Abstract/Description

Designing effective Clinical Decision Support (CDS) tools in an Electronic Health Record (EHR) can prove challenging, due to complex real-world scenarios and newly-discovered requirements.  As such, deploying new CDS EHR tools shares much in common with new product development, where agile principles and practices consistently prove more effective than traditional project management. Typical agile principles and practices can thus prove helpful on CDS projects, including time-boxed sprints and lightweight requirements gathering with User Stories and acceptance criteria. Modeling CDS behavior removes ambiguity and promotes shared understanding of desired behavior, but risks analysis paralysis: an Agile Modeling approach can foster effective rapid-cycle CDS design and optimization. The agile practice of automated testing for test-driven design and regression testing can be applied to CDS development in EHRs using open-source tools. Ongoing monitoring of CDS behavior once released to production can identify anomalies and prompt rapid-cycle redesign to further enhance CDS effectiveness.

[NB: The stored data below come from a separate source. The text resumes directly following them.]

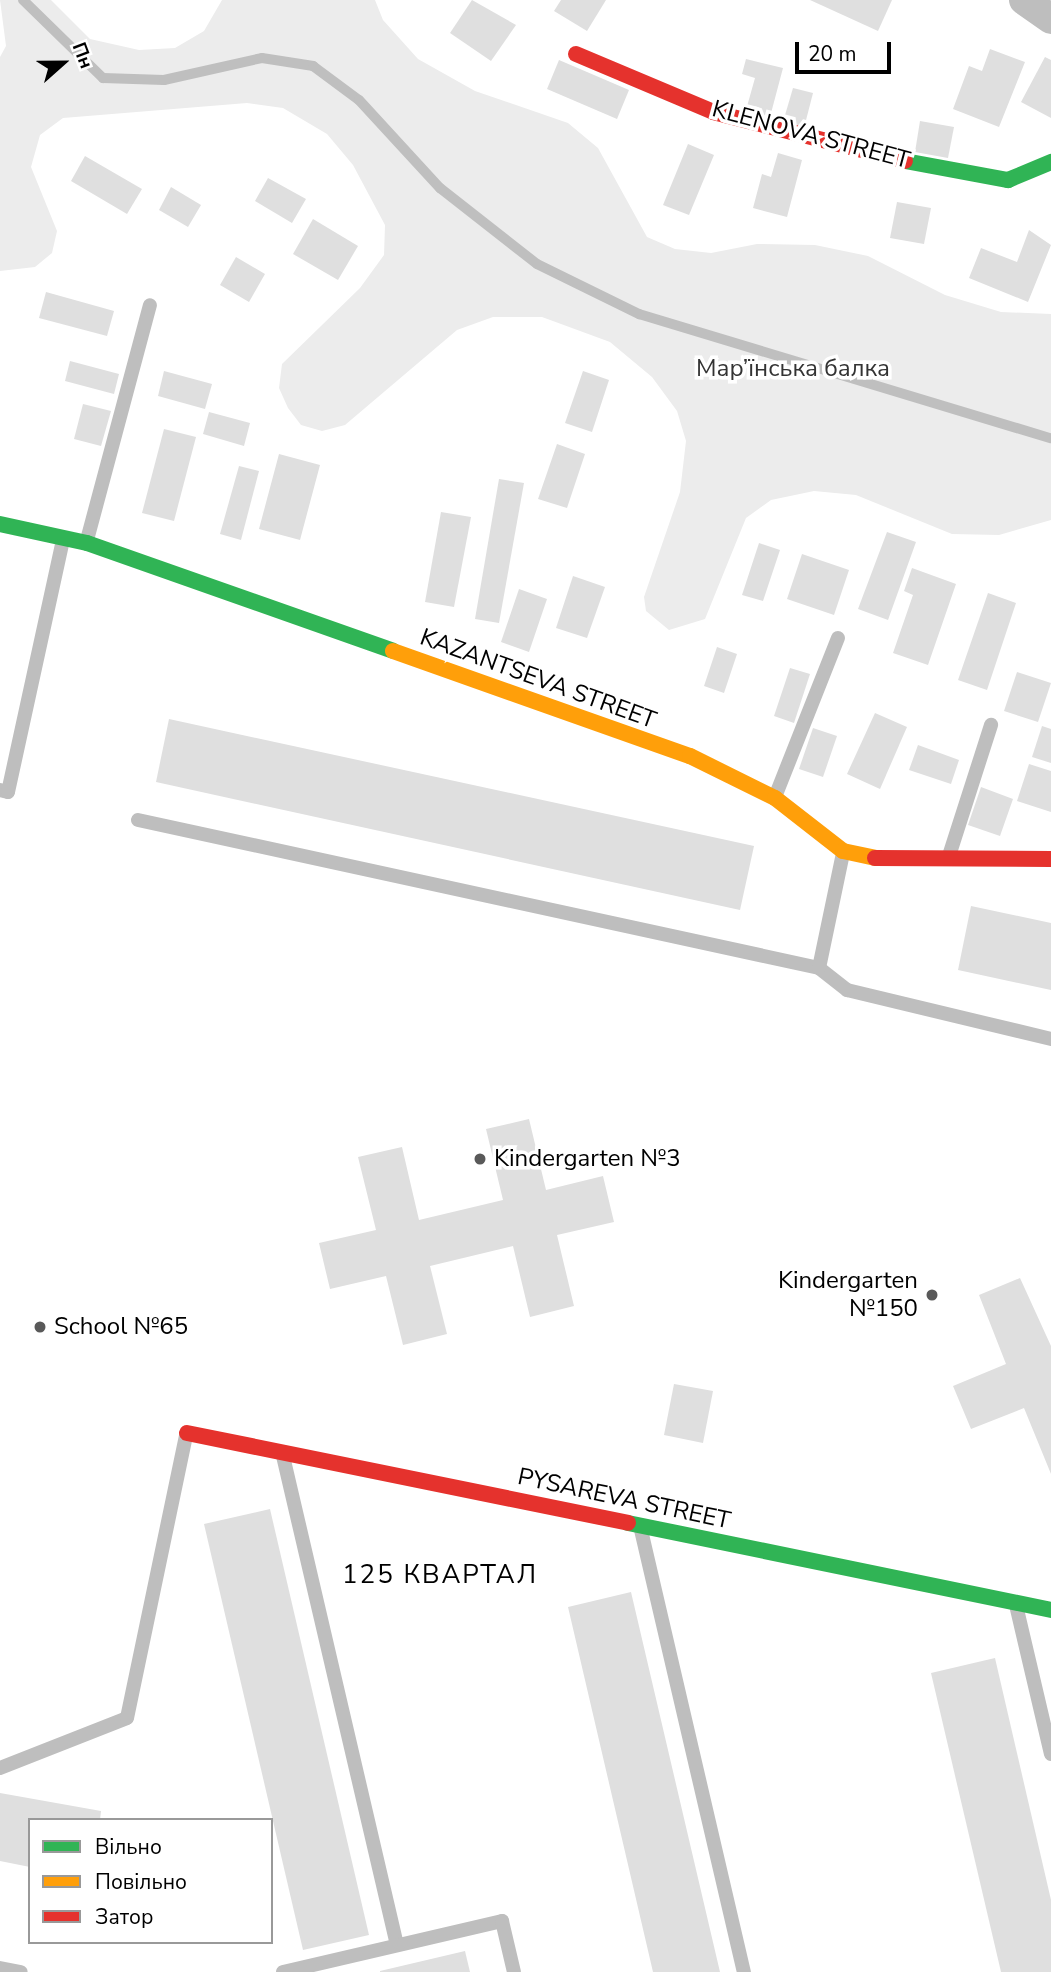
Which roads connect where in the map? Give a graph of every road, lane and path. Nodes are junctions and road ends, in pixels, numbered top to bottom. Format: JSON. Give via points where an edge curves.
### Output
{"nodes":[{"id":1,"x":1024,"y":0,"type":"edge"},
{"id":2,"x":1051,"y":19,"type":"edge"},
{"id":3,"x":576,"y":54,"type":"dead end"},
{"id":4,"x":1051,"y":162,"type":"edge"},
{"id":5,"x":150,"y":305,"type":"dead end"},
{"id":6,"x":0,"y":524,"type":"edge"},
{"id":7,"x":64,"y":537,"type":"junction"},
{"id":8,"x":87,"y":543,"type":"junction"},
{"id":9,"x":838,"y":638,"type":"dead end"},
{"id":10,"x":990,"y":725,"type":"dead end"},
{"id":11,"x":0,"y":790,"type":"edge"},
{"id":12,"x":775,"y":798,"type":"junction"},
{"id":13,"x":138,"y":820,"type":"dead end"},
{"id":14,"x":844,"y":852,"type":"junction"},
{"id":15,"x":1051,"y":859,"type":"edge"},
{"id":16,"x":948,"y":861,"type":"junction"},
{"id":17,"x":819,"y":968,"type":"junction"},
{"id":18,"x":1051,"y":1039,"type":"edge"},
{"id":19,"x":187,"y":1433,"type":"joint"},
{"id":20,"x":283,"y":1452,"type":"junction"},
{"id":21,"x":640,"y":1525,"type":"junction"},
{"id":22,"x":1016,"y":1602,"type":"junction"},
{"id":23,"x":1051,"y":1610,"type":"edge"},
{"id":24,"x":1051,"y":1754,"type":"edge"},
{"id":25,"x":0,"y":1768,"type":"edge"},
{"id":26,"x":397,"y":1945,"type":"junction"},
{"id":27,"x":0,"y":1968,"type":"edge"},
{"id":28,"x":21,"y":1972,"type":"edge"},
{"id":29,"x":283,"y":1972,"type":"edge"},
{"id":30,"x":514,"y":1972,"type":"edge"},
{"id":31,"x":744,"y":1972,"type":"edge"}],
"edges":[{"from":1,"to":2,"type":"street"},
{"from":3,"to":4,"type":"street","name":"KLENOVA STREET","via":[[713,111],[874,156],[1008,180]]},
{"from":5,"to":8,"type":"lane"},
{"from":6,"to":7,"type":"street","name":"KAZANTSEVA STREET"},
{"from":7,"to":8,"type":"street","name":"KAZANTSEVA STREET"},
{"from":7,"to":11,"type":"lane","via":[[8,792]]},
{"from":8,"to":12,"type":"street","name":"KAZANTSEVA STREET","via":[[690,757]]},
{"from":9,"to":12,"type":"lane"},
{"from":10,"to":16,"type":"lane"},
{"from":12,"to":14,"type":"street","name":"KAZANTSEVA STREET"},
{"from":13,"to":17,"type":"lane"},
{"from":14,"to":16,"type":"street","name":"KAZANTSEVA STREET","via":[[891,862]]},
{"from":14,"to":17,"type":"lane"},
{"from":15,"to":16,"type":"street","name":"KAZANTSEVA STREET"},
{"from":17,"to":18,"type":"lane","via":[[847,990]]},
{"from":19,"to":20,"type":"street","name":"PYSAREVA STREET"},
{"from":19,"to":25,"type":"lane","via":[[127,1718]]},
{"from":20,"to":21,"type":"street","name":"PYSAREVA STREET"},
{"from":20,"to":26,"type":"lane"},
{"from":21,"to":22,"type":"street","name":"PYSAREVA STREET"},
{"from":21,"to":31,"type":"lane"},
{"from":22,"to":23,"type":"street","name":"PYSAREVA STREET"},
{"from":22,"to":24,"type":"lane"},
{"from":26,"to":29,"type":"lane"},
{"from":26,"to":30,"type":"lane","via":[[502,1921]]},
{"from":27,"to":28,"type":"lane"}]}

Using agile principles and practices, in calendar year 2015 our institution developed 58 EHR-based specialty patient registries, with 111 new CDS and data collection tools, supporting 134 clinical process and outcome clinical quality measures, and enrolling over 16,000 patients. Agile modeling proved key to joint understanding and communication during initial development–and to iteratively evolving CDS tools for optimal use in active clinical settings. The subset of UML and non-UML models found most consistently useful in designing, building, and iteratively evolving EHR-based Clinical Decision Support included User Stories, Domain Models, Use Case Diagrams, Decision Trees, Graphical User Interface Storyboards, Use Case text descriptions, and Solution Class Diagrams.